Box Elder Trail is a hiking trail in Utah County, Utah. It is within Lone Peak Wilderness Area and Uinta-Wasatch-Cache National Forest. It is 7.2 miles long and begins at 6,773 feet altitude. Traveling the entire trail is 14.7 miles with a total elevation gain of 6,487 feet.
Box Elder Trail Professional Reviews and Guides
"Box Elder is a dramatic, beautiful peak that dominates the skyline around the American Fork, Dry Creek, and Deer Creek canyons. Viewed from the metropolitan sprawl of Utah County to the west, the mountain appears as a common, snow-covered triangle.

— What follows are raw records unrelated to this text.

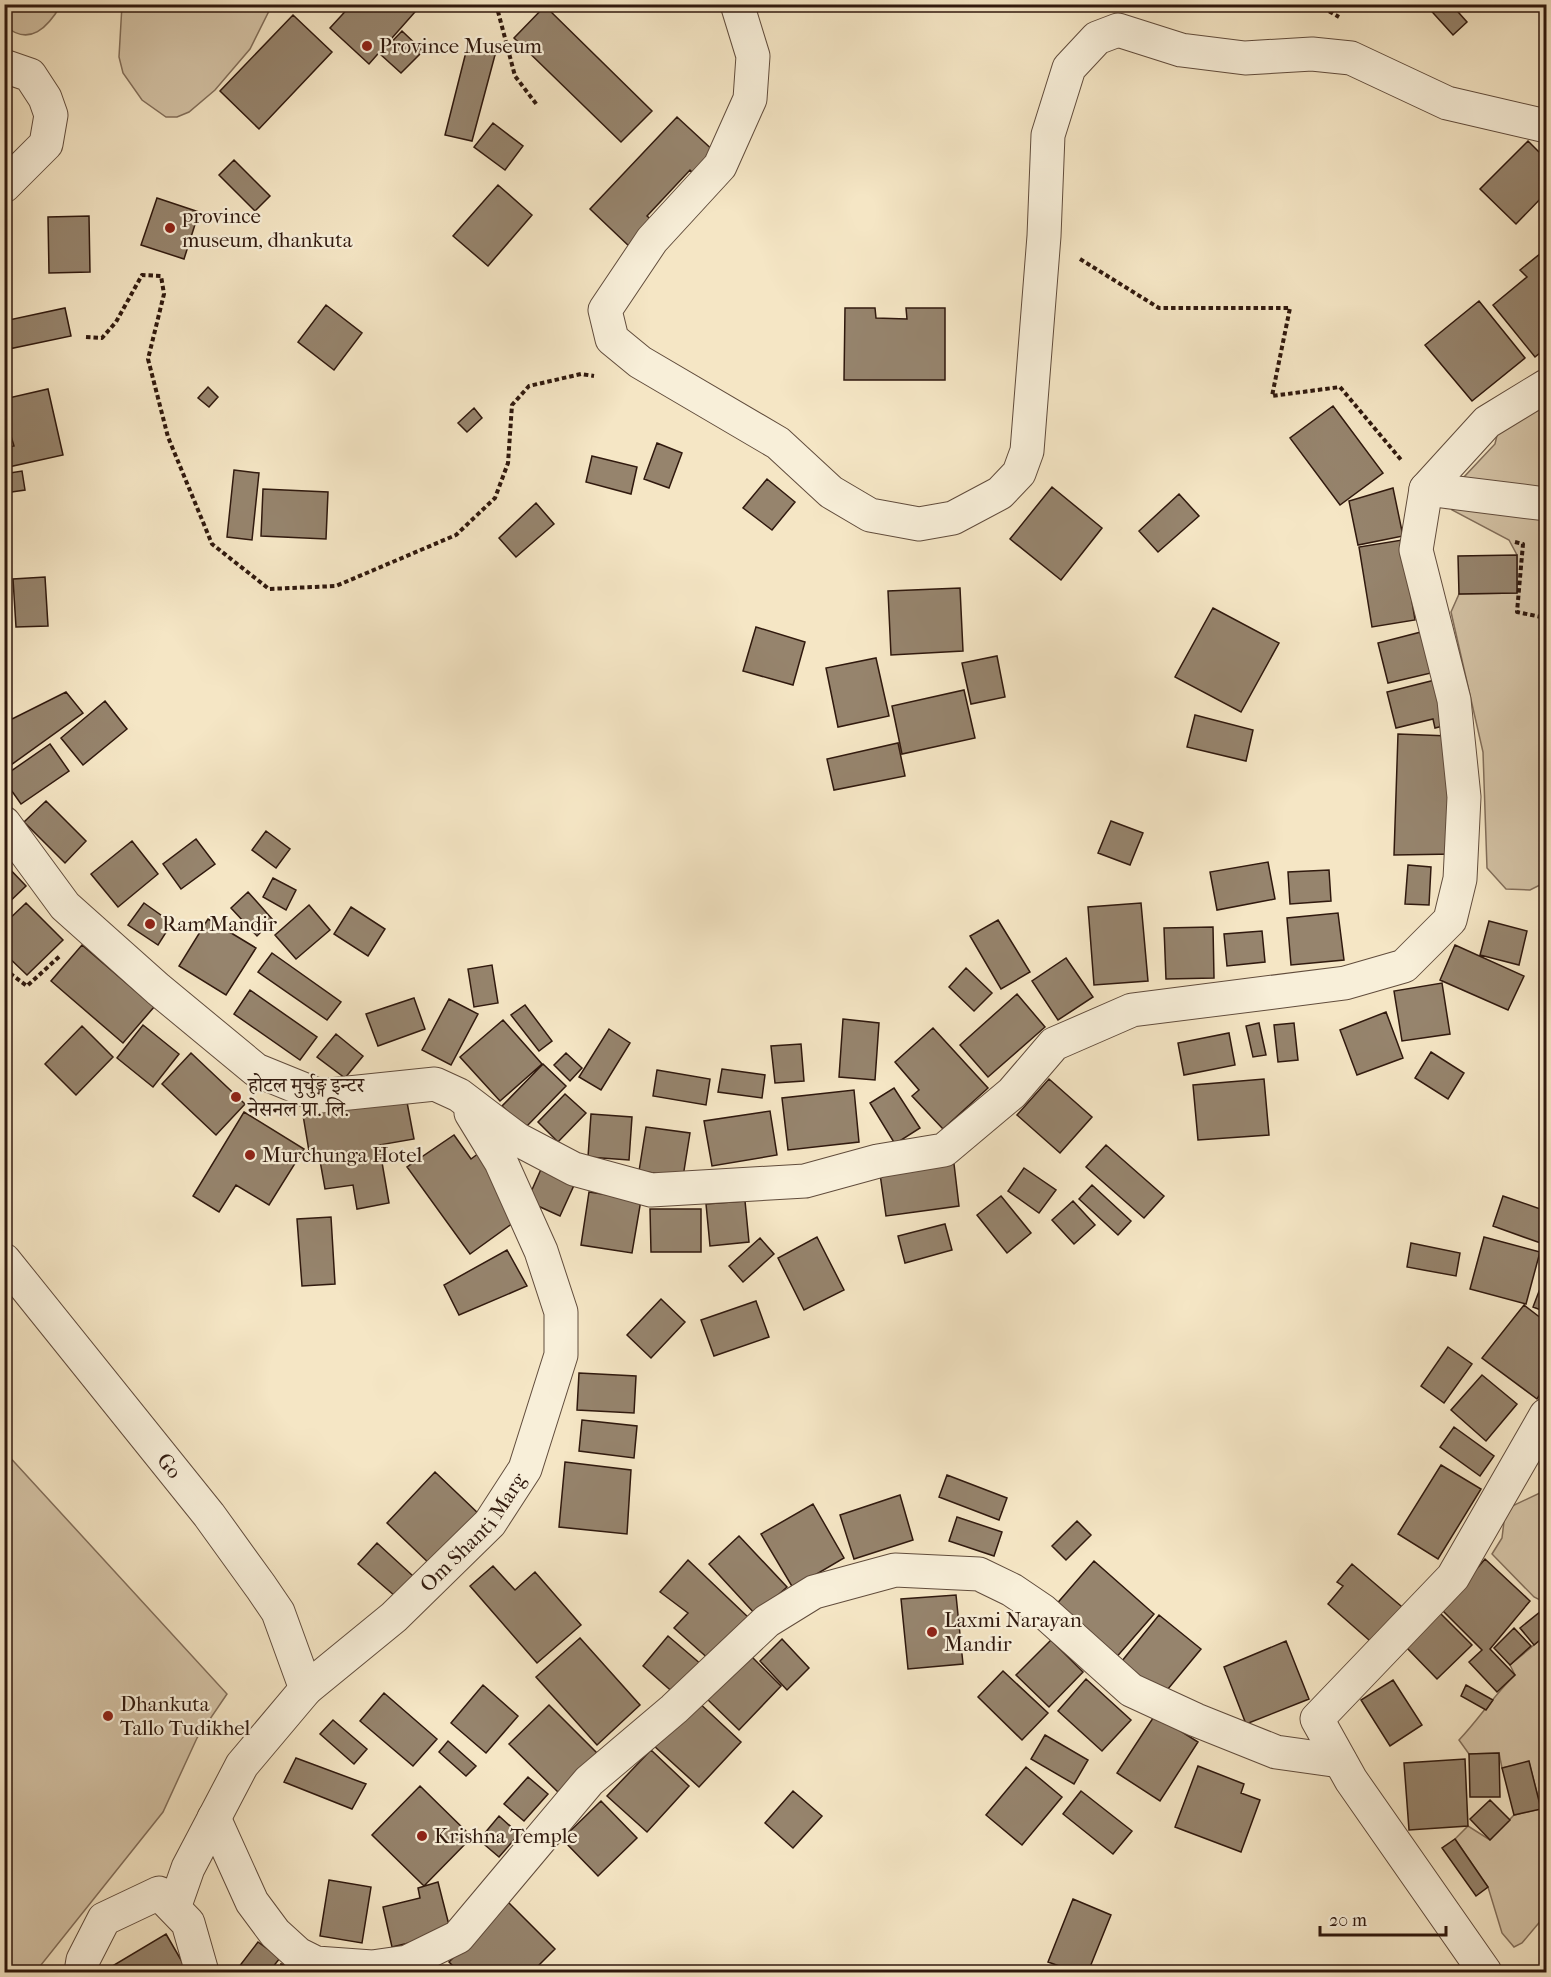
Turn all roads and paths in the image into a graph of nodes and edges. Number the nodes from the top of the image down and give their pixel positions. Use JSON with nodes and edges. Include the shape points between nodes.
{"nodes":[{"id":1,"x":496,"y":4,"type":"edge"},
{"id":2,"x":737,"y":4,"type":"edge"},
{"id":3,"x":4,"y":66,"type":"edge"},
{"id":4,"x":537,"y":105,"type":"dead end"},
{"id":5,"x":1546,"y":126,"type":"edge"},
{"id":6,"x":4,"y":186,"type":"edge"},
{"id":7,"x":1044,"y":236,"type":"junction"},
{"id":8,"x":86,"y":337,"type":"dead end"},
{"id":9,"x":601,"y":378,"type":"dead end"},
{"id":10,"x":1546,"y":386,"type":"edge"},
{"id":11,"x":1426,"y":489,"type":"junction"},
{"id":12,"x":1546,"y":504,"type":"edge"},
{"id":13,"x":1512,"y":541,"type":"dead end"},
{"id":14,"x":1546,"y":618,"type":"edge"},
{"id":15,"x":4,"y":823,"type":"edge"},
{"id":16,"x":459,"y":1095,"type":"junction"},
{"id":17,"x":4,"y":1260,"type":"edge"},
{"id":18,"x":1546,"y":1415,"type":"edge"},
{"id":19,"x":306,"y":1689,"type":"junction"},
{"id":20,"x":1340,"y":1761,"type":"junction"},
{"id":21,"x":214,"y":1818,"type":"junction"},
{"id":22,"x":181,"y":1916,"type":"junction"},
{"id":23,"x":81,"y":1972,"type":"edge"},
{"id":24,"x":202,"y":1972,"type":"edge"},
{"id":25,"x":1485,"y":1972,"type":"edge"}],
"edges":[{"from":1,"to":4,"type":"path","via":[[515,76]]},
{"from":2,"to":7,"type":"street","via":[[753,56],[750,99],[720,166],[652,240],[605,310],[612,339],[640,362],[778,443],[831,492],[870,514],[919,524],[953,518],[1000,493],[1019,473],[1028,451]]},
{"from":3,"to":6,"type":"street","via":[[30,75],[51,115],[46,144]]},
{"from":5,"to":7,"type":"street","via":[[1447,103],[1351,58],[1312,54],[1245,58],[1181,50],[1118,30],[1097,38],[1069,68],[1048,135]]},
{"from":7,"to":11,"type":"path","via":[[1159,308],[1290,308],[1272,396],[1340,387]]},
{"from":8,"to":9,"type":"path","via":[[102,338],[142,275],[161,276],[164,294],[148,359],[168,437],[212,544],[269,589],[336,586],[456,535],[495,498],[508,464],[512,405],[529,386],[581,374]]},
{"from":10,"to":11,"type":"street","via":[[1487,422]]},
{"from":11,"to":12,"type":"street"},
{"from":11,"to":16,"type":"street","via":[[1416,550],[1454,700],[1463,820],[1460,879],[1450,920],[1404,966],[1345,983],[1132,1010],[1054,1044],[1012,1093],[944,1150],[878,1161],[805,1181],[651,1190],[574,1169],[517,1139]]},
{"from":13,"to":14,"type":"path","via":[[1523,544],[1517,612]]},
{"from":15,"to":16,"type":"street","via":[[65,906],[256,1070],[320,1096],[435,1084]]},
{"from":16,"to":19,"type":"street","name":"Om Shanti Marg","via":[[501,1162],[540,1251],[561,1312],[561,1355],[525,1469],[490,1524],[394,1617]]},
{"from":17,"to":19,"type":"street","name":"Go","via":[[209,1515],[261,1587],[278,1612]]},
{"from":18,"to":20,"type":"street","via":[[1453,1577],[1317,1719]]},
{"from":19,"to":21,"type":"street","name":"Om Shanti Marg","via":[[242,1765]]},
{"from":20,"to":21,"type":"street","via":[[1276,1752],[1131,1690],[1043,1611],[979,1574],[896,1570],[814,1592],[767,1621],[674,1709],[589,1781],[458,1936],[407,1962],[372,1967],[316,1963],[298,1954],[275,1933],[252,1902]]},
{"from":20,"to":25,"type":"street"},
{"from":21,"to":22,"type":"street","name":"Om Shanti Marg","via":[[188,1868]]},
{"from":22,"to":23,"type":"street","via":[[159,1893],[104,1919]]},
{"from":22,"to":24,"type":"street"}]}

But to see her from the north and east, you get to witness the terrifying aftermath of geologic time. Massive cliffs warped from seismic energy rise up from a gigantic, horseshoe-shaped bowl, which is the showcase skiable line. Avalanche paths called Shotgun Chutes spill down through swaths of north-facing evergreens for thousands of feet, and wide-open headwalls surround the remaining aspects for tons of vertical,
no matter how you choose to ski it."
--Jared Hargrave, Backcountry Ski and Snowboard Routes: Utah (The Mountaineers Books).
"One of the lesser-known big peaks of the Wasatch, Box Elder Peak offers exceptional mountain-wilderness scenery and wildlifeviewing. Most fit hikers can achieve the adventurous off-trail scramble to the summit. Bring 2-3 liters of water on this hike. Water can also be purified in the streams and springs. There are restrooms at the trailhead."

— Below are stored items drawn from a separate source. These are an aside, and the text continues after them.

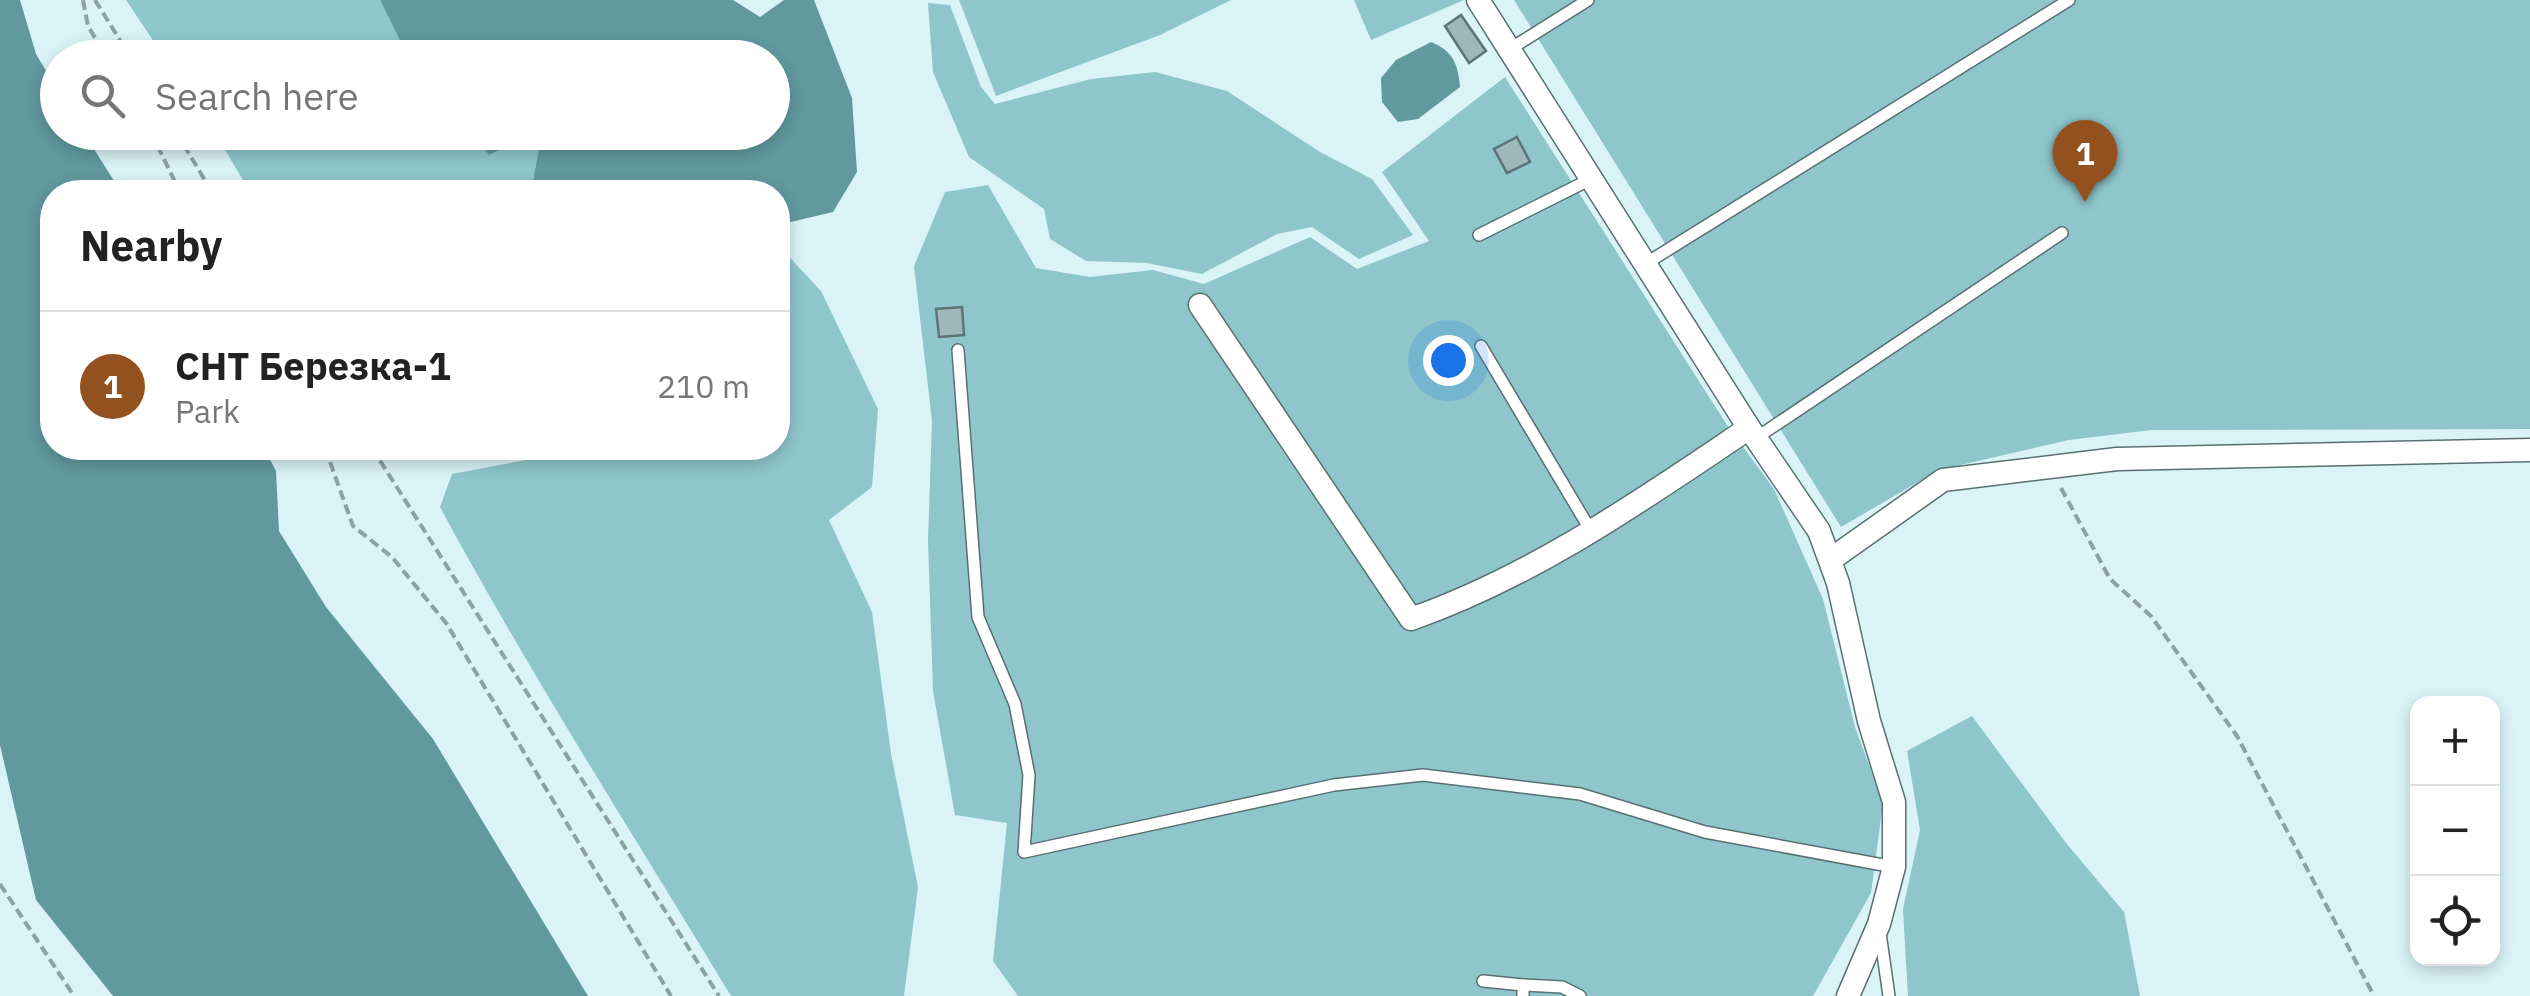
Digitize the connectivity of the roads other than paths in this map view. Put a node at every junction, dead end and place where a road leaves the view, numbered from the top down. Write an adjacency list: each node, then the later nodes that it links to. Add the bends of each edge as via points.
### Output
1 (1478, 0): 4 (street)
2 (1588, 0): 4 (lane)
3 (2068, 0): 8 (lane)
4 (1510, 49): 5 (street)
5 (1592, 180): 7 (lane); 8 (street)
6 (2062, 233): 12 (lane)
7 (1478, 235)
8 (1645, 264): 12 (street)
9 (1200, 305): 14 (street, via 1411,618 1507,579)
10 (1480, 346): 14 (lane)
11 (958, 350): 16 (lane, via 978,617 1015,704 1028,775 1024,852 1334,785 1423,775 1580,794 1705,832)
12 (1752, 433): 14 (street); 15 (street, via 1820,531)
13 (2530, 450): 15 (street, via 2117,459 1943,480)
14 (1591, 531)
15 (1830, 560): 16 (street, via 1894,802)
16 (1894, 867): 17 (street)
17 (1879, 924): 21 (street); 22 (lane)
18 (1482, 980): 19 (lane)
19 (1523, 991): 20 (lane, via 1562,987)
20 (1580, 996)
21 (1848, 996)
22 (1890, 996)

--Greg Witt, 60 Hikes within 60 Miles: Salt Lake City (Menasha Ridge Press).
"An incredible ski peak standing quite alone between Little Cottonwood and American Fork Canyons. Cross-country skiing is possible near Tibble Fork Reservoir.Dry Creek is the most popular trailhead for this area; it’s a shorter drive than Tibble and closer to the appealing northwest cirque and west-facing runs. Ascend the trail (an old four-wheel-drive road) to 8,200 feet, where the avalanche run-out from the northwest cirque is visible to the south. Ascend the northwest spur of the north ridge, and then follow the main ridge to the summit."
--Tyson Bradley, Backcountry Skiing Utah (Falcon Guides).